If you're reading this at work, your boss may be reading right along with
you. That's right, check up in that corner. Is that a camera? Are you
sure? And don't forget about the computer network that allows your boss to
read any file on your hard drive at any time and count
your
keystrokes per hour. He
or she may even be tracking the websites you visit. People have been
fired you
know, for looking at the wrong websites while at work. Should you decide
to discuss this article with your friends or co-workers over the phone
system or through e-mail, be careful what you say. The boss is there too.
You may be
wondering, how can my boss
get away with
this? Don't I have rights? The short answer is, no, not really. While the
Constitution dictates that police and other government agents almost
always need a warrant to search a home or listen in on a phone
conversation, the workplace is different. It's the
domain of
bosses and managers. They literally
own the
office, the phone, the computer, and, in a sense, you the employee. And
they can do just about anything they want as long as it's not done in a
discriminatory manner.
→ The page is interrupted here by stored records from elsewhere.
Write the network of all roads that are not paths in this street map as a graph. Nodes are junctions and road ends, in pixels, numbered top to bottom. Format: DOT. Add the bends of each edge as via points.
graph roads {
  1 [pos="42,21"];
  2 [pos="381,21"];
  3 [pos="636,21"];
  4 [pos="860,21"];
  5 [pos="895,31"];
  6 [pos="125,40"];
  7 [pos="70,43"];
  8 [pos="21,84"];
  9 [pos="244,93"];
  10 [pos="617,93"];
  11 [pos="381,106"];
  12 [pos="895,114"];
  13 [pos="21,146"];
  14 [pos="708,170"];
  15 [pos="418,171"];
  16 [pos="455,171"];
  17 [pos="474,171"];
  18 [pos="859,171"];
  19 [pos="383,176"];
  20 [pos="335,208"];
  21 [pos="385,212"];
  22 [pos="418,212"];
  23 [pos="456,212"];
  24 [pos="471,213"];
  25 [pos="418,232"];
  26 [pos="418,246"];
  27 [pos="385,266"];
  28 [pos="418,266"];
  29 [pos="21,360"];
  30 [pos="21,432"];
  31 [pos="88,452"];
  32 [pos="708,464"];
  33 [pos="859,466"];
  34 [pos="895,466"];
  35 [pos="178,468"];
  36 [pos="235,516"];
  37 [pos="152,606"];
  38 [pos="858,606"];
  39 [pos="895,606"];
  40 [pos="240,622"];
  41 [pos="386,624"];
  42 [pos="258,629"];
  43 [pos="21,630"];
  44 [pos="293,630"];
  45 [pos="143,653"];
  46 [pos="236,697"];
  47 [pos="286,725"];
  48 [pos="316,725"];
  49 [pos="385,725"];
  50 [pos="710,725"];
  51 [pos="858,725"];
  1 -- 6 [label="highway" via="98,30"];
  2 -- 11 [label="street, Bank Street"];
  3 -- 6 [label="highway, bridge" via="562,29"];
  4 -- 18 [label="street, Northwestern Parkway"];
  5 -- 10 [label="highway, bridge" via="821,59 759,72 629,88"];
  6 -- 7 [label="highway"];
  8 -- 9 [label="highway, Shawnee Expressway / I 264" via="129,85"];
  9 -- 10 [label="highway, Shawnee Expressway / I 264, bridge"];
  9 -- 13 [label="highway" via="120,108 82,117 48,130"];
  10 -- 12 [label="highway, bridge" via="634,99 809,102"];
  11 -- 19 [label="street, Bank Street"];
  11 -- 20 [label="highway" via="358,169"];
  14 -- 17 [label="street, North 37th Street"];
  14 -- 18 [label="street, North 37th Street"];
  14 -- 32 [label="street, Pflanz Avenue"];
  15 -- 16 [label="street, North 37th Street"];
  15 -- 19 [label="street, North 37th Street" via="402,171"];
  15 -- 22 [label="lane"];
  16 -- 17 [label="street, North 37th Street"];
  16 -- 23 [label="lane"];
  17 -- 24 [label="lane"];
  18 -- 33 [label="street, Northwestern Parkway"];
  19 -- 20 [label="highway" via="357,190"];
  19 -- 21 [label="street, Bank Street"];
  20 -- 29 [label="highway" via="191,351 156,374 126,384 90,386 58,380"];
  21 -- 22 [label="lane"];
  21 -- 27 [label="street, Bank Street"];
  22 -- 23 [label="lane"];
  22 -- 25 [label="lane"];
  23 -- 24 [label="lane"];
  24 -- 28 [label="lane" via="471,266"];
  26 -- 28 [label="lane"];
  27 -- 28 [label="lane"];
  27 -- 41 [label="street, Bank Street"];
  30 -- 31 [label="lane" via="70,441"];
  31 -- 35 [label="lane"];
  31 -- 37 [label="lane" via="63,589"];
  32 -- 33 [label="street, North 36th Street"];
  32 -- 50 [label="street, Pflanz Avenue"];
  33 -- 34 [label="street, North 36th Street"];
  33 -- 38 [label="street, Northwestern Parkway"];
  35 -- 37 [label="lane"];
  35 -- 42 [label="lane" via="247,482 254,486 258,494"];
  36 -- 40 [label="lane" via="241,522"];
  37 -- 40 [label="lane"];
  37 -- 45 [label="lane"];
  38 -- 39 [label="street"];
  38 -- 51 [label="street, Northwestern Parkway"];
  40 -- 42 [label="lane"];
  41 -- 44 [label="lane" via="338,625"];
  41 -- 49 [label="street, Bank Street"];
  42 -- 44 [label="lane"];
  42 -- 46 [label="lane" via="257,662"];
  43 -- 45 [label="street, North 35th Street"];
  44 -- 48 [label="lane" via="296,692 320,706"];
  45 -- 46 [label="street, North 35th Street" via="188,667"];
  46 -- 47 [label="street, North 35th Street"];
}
Working in today's offices is a little like living
during the Red Scare of the '50s, when slogans like "Don't tell your
neighbor anything you wouldn't tell Stalin" were popular. Except that in
your office, the paranoia is justified.
It's hard
to point to any one thing that has led us to this era of spying, but it's
partly due to a changed relationship between worker and boss. All through
the '50s, '60s, and '70s, employers needed us. And they were willing to
pay -- wages were
on the rise,
reaching an all-time high in real dollars in 1973. Most families could
live on one 40-hour-a-week income.
But the
picture has changed. Thanks mainly to automation and capital flight, there
are fewer decent-paying jobs to go around and real wages have slipped
dramatically since 1973, with the exception of a small
upturn in the last year
and a half. Employers have taken advantage of the upper-hand, hiring more
people on a contract basis to avoid insurance and other costs, breaking
and/or discouraging unions, and invading our privacy in any way they can.
Business
owners argue that they're so
nosy because they face extreme circumstances --rising insurance
costs, the need to protect trade secrets. "Employers are under
unprecedented pressure to be productive, but instead of responding by
empowering their workers to be more creative, they've cracked down with
sweatshop techniques.
It's just like the 1920s, except by electronic means", explains Lewis
Maltby, director of the ACLU's Workplace Rights Office.
Or, as Doug
Henwood, publisher of the excellent newsletter Left Business Observer,
puts it, "They know they're
screwing their workers and they know their workers would like
to screw them. So, they try to monitor and control them as much as
possible."
This level
of workplace paranoia hasn't existed since Henry Ford sent committees
around to workers' homes to see what newspapers they read. To insure that
they don't hire a
lemon,
managers subject potential employees to background checks and batteries of
invasive tests, from drug urinalysis to lengthy personality tests (the lie
detector, once a pre-employment tool in about 1 million cases a year, was
effectively
outlawed for that purpose in 1988 because of its notorious
inaccuracy.)
Psychological tests -- used by up to 40 percent of American companies,
according to a recent
survey by
the American Management Association International -- are designed to throw
up red flags indicating
laziness,
a propensity to steal, and even sympathy to unions.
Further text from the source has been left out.